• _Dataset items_

+---+

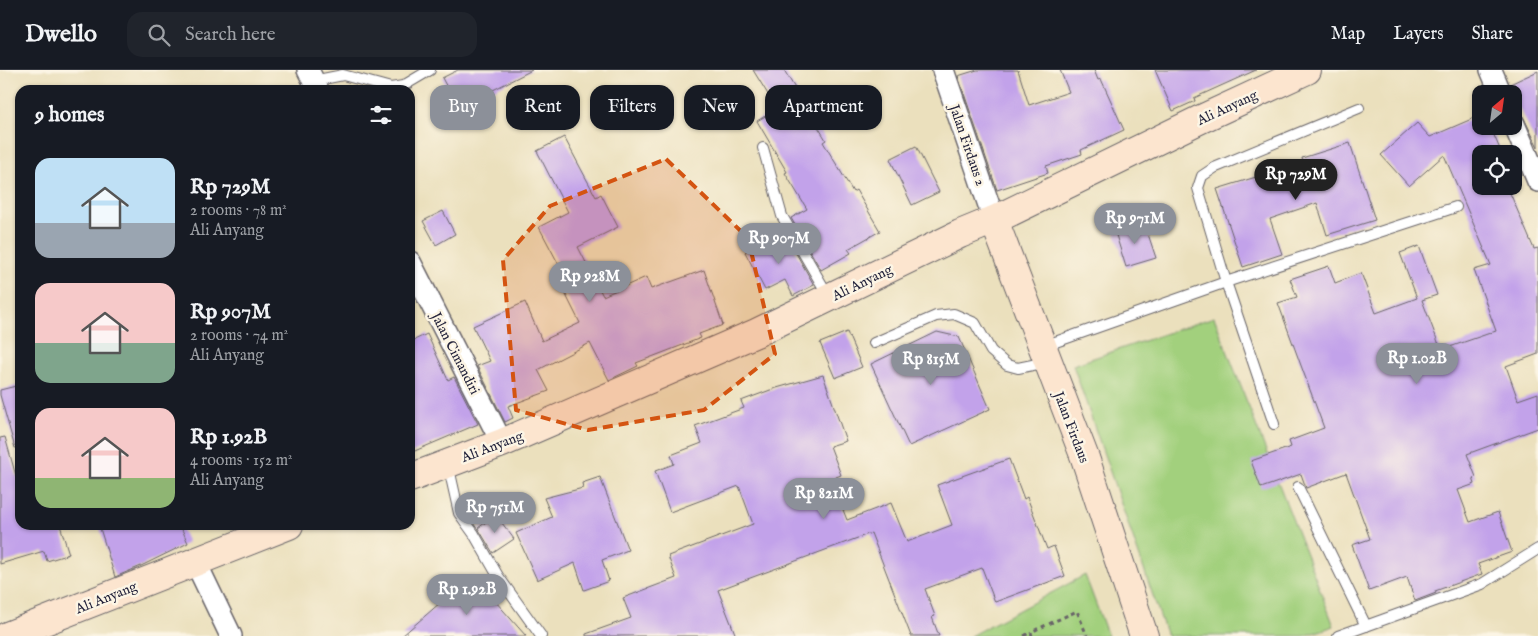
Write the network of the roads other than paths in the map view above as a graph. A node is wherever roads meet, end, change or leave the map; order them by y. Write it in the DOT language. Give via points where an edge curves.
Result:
graph roads {
  1 [pos="430,70"];
  2 [pos="943,70"];
  3 [pos="1491,70"];
  4 [pos="1301,71"];
  5 [pos="313,80"];
  6 [pos="381,85"];
  7 [pos="405,85"];
  8 [pos="1497,85"];
  9 [pos="1359,108"];
  10 [pos="1519,135"];
  11 [pos="763,148"];
  12 [pos="1538,181"];
  13 [pos="1456,207"];
  14 [pos="994,220"];
  15 [pos="415,272"];
  16 [pos="1226,282"];
  17 [pos="839,293"];
  18 [pos="874,343"];
  19 [pos="1045,354"];
  20 [pos="1274,424"];
  21 [pos="502,443"];
  22 [pos="448,463"];
  23 [pos="415,476"];
  24 [pos="1298,487"];
  25 [pos="276,530"];
  26 [pos="1538,549"];
  27 [pos="195,561"];
  28 [pos="1366,626"];
  29 [pos="7,636"];
  30 [pos="231,636"];
  31 [pos="541,636"];
  32 [pos="1144,636"];
  33 [pos="1338,636"];
  1 -- 7 [label="lane"];
  2 -- 14 [label="street, Jalan Firdaus 2"];
  3 -- 8 [label="street"];
  4 -- 14 [label="street, Ali Anyang"];
  5 -- 6 [label="lane" via="343,74"];
  9 -- 16 [label="lane" via="1214,168 1202,176 1198,188"];
  10 -- 12 [label="street"];
  11 -- 17 [label="lane" via="782,216 825,290"];
  13 -- 16 [label="lane"];
  14 -- 17 [label="street, Ali Anyang"];
  14 -- 19 [label="street, Jalan Firdaus"];
  15 -- 21 [label="street, Jalan Cimandiri"];
  16 -- 19 [label="lane"];
  16 -- 20 [label="lane"];
  17 -- 21 [label="street, Ali Anyang" via="756,334"];
  18 -- 19 [label="lane" via="936,316 954,314 975,323 991,352 1007,365 1018,368"];
  19 -- 32 [label="street, Jalan Firdaus"];
  21 -- 22 [label="street, Ali Anyang"];
  22 -- 23 [label="street, Ali Anyang"];
  22 -- 31 [label="lane" via="459,513"];
  24 -- 28 [label="lane"];
  25 -- 27 [label="street, Ali Anyang"];
  26 -- 28 [label="lane" via="1482,584"];
  27 -- 29 [label="street, Ali Anyang"];
  27 -- 30 [label="street"];
  28 -- 33 [label="lane"];
}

+---+

• _The task_
Verbatim copy, images excluded: transcribe all the entries above.

• _The answer_
Write the network of the roads other than paths in the map view above as a graph. A node is wherever roads meet, end, change or leave the map; order them by y. Write it in the DOT language. Give via points where an edge curves.
Result:
graph roads {
  1 [pos="430,70"];
  2 [pos="943,70"];
  3 [pos="1491,70"];
  4 [pos="1301,71"];
  5 [pos="313,80"];
  6 [pos="381,85"];
  7 [pos="405,85"];
  8 [pos="1497,85"];
  9 [pos="1359,108"];
  10 [pos="1519,135"];
  11 [pos="763,148"];
  12 [pos="1538,181"];
  13 [pos="1456,207"];
  14 [pos="994,220"];
  15 [pos="415,272"];
  16 [pos="1226,282"];
  17 [pos="839,293"];
  18 [pos="874,343"];
  19 [pos="1045,354"];
  20 [pos="1274,424"];
  21 [pos="502,443"];
  22 [pos="448,463"];
  23 [pos="415,476"];
  24 [pos="1298,487"];
  25 [pos="276,530"];
  26 [pos="1538,549"];
  27 [pos="195,561"];
  28 [pos="1366,626"];
  29 [pos="7,636"];
  30 [pos="231,636"];
  31 [pos="541,636"];
  32 [pos="1144,636"];
  33 [pos="1338,636"];
  1 -- 7 [label="lane"];
  2 -- 14 [label="street, Jalan Firdaus 2"];
  3 -- 8 [label="street"];
  4 -- 14 [label="street, Ali Anyang"];
  5 -- 6 [label="lane" via="343,74"];
  9 -- 16 [label="lane" via="1214,168 1202,176 1198,188"];
  10 -- 12 [label="street"];
  11 -- 17 [label="lane" via="782,216 825,290"];
  13 -- 16 [label="lane"];
  14 -- 17 [label="street, Ali Anyang"];
  14 -- 19 [label="street, Jalan Firdaus"];
  15 -- 21 [label="street, Jalan Cimandiri"];
  16 -- 19 [label="lane"];
  16 -- 20 [label="lane"];
  17 -- 21 [label="street, Ali Anyang" via="756,334"];
  18 -- 19 [label="lane" via="936,316 954,314 975,323 991,352 1007,365 1018,368"];
  19 -- 32 [label="street, Jalan Firdaus"];
  21 -- 22 [label="street, Ali Anyang"];
  22 -- 23 [label="street, Ali Anyang"];
  22 -- 31 [label="lane" via="459,513"];
  24 -- 28 [label="lane"];
  25 -- 27 [label="street, Ali Anyang"];
  26 -- 28 [label="lane" via="1482,584"];
  27 -- 29 [label="street, Ali Anyang"];
  27 -- 30 [label="street"];
  28 -- 33 [label="lane"];
}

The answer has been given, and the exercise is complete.